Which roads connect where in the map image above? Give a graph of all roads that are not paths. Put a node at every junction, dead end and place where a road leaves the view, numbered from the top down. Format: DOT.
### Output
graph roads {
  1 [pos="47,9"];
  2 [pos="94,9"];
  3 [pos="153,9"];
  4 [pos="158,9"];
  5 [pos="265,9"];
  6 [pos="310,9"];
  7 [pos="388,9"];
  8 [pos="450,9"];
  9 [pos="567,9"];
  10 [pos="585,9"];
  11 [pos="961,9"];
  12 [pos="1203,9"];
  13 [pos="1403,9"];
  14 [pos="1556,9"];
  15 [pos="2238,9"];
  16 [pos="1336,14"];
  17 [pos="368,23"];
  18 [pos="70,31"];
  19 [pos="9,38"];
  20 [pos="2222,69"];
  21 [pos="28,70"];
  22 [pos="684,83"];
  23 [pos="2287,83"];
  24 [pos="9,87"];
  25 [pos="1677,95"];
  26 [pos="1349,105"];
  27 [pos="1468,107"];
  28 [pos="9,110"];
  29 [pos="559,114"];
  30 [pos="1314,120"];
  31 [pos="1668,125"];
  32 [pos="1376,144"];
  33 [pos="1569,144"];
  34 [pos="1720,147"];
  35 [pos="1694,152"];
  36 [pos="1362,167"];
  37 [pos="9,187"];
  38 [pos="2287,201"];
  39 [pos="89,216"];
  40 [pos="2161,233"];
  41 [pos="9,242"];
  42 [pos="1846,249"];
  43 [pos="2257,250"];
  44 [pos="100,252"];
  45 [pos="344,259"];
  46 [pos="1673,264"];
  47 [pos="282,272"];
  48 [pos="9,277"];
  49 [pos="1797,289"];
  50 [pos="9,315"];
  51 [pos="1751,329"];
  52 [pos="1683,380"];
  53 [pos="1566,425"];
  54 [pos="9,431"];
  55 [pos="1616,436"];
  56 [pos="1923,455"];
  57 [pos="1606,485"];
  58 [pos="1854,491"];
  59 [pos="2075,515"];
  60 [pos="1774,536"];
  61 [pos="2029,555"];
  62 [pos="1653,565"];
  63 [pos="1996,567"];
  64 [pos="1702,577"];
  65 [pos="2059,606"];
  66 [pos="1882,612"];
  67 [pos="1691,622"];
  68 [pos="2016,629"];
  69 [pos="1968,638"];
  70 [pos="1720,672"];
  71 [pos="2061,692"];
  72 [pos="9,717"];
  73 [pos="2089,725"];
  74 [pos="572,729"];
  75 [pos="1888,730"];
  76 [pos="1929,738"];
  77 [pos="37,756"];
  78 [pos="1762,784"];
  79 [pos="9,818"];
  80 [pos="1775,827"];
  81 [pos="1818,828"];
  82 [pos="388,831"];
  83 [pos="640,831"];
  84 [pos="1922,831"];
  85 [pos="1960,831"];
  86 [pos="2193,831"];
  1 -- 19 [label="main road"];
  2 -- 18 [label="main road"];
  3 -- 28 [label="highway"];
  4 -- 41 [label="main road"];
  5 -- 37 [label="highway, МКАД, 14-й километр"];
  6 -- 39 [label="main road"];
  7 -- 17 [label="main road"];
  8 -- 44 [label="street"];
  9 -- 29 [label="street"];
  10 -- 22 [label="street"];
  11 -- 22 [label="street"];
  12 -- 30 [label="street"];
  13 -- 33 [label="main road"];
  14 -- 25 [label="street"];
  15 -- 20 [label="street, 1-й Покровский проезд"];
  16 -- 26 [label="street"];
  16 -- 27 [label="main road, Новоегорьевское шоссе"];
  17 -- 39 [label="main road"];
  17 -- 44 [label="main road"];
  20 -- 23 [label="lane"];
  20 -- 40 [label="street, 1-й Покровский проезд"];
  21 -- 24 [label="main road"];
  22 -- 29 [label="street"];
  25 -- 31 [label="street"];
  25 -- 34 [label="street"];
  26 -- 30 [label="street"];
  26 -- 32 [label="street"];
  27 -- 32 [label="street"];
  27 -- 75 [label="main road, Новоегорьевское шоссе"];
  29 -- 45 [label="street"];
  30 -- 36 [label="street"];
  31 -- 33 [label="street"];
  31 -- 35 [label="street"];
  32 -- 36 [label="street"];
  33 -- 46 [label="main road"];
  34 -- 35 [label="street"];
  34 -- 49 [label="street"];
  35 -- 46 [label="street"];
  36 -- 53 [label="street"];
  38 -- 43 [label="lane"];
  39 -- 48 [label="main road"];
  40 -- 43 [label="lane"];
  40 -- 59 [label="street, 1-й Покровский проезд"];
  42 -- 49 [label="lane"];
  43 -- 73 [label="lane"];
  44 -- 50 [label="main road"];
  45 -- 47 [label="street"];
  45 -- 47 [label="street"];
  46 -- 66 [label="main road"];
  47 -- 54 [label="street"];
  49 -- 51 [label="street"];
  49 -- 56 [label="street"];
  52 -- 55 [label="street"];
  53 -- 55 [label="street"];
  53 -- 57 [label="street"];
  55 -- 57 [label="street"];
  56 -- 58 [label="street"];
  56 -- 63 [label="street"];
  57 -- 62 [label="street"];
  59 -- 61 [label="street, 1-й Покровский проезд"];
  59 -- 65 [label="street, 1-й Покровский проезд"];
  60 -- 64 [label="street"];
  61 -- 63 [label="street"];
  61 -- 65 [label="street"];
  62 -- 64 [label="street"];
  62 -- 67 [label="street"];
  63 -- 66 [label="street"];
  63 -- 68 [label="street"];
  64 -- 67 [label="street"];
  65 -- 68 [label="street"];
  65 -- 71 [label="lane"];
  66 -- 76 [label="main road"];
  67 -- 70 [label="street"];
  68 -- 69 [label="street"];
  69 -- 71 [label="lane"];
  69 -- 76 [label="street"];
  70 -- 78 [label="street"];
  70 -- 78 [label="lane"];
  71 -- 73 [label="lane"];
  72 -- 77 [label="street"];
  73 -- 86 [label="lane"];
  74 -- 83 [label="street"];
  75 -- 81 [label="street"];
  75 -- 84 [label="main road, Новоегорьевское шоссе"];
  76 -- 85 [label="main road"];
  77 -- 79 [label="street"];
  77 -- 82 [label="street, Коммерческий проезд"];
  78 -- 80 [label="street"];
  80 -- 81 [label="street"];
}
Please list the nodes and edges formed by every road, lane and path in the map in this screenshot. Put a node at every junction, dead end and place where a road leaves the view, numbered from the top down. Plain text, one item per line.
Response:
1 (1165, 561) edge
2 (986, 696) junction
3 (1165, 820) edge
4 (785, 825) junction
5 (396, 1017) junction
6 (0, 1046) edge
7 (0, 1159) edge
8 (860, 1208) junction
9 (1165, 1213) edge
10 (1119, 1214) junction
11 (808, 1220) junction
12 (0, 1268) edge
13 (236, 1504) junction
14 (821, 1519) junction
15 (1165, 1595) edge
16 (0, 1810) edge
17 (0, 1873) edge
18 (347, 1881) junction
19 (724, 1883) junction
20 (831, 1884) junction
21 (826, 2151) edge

────────────────

* WHAT THE TASK ASKS: Report every line of the data in which "node" appears.

* RESULT:
Which roads connect where in the map image above? Give a graph of all roads that are not paths. Put a node at every junction, dead end and place where a road leaves the view, numbered from the top down. Format: DOT.
Please list the nodes and edges formed by every road, lane and path in the map in this screenshot. Put a node at every junction, dead end and place where a road leaves the view, numbered from the top down. Plain text, one item per line.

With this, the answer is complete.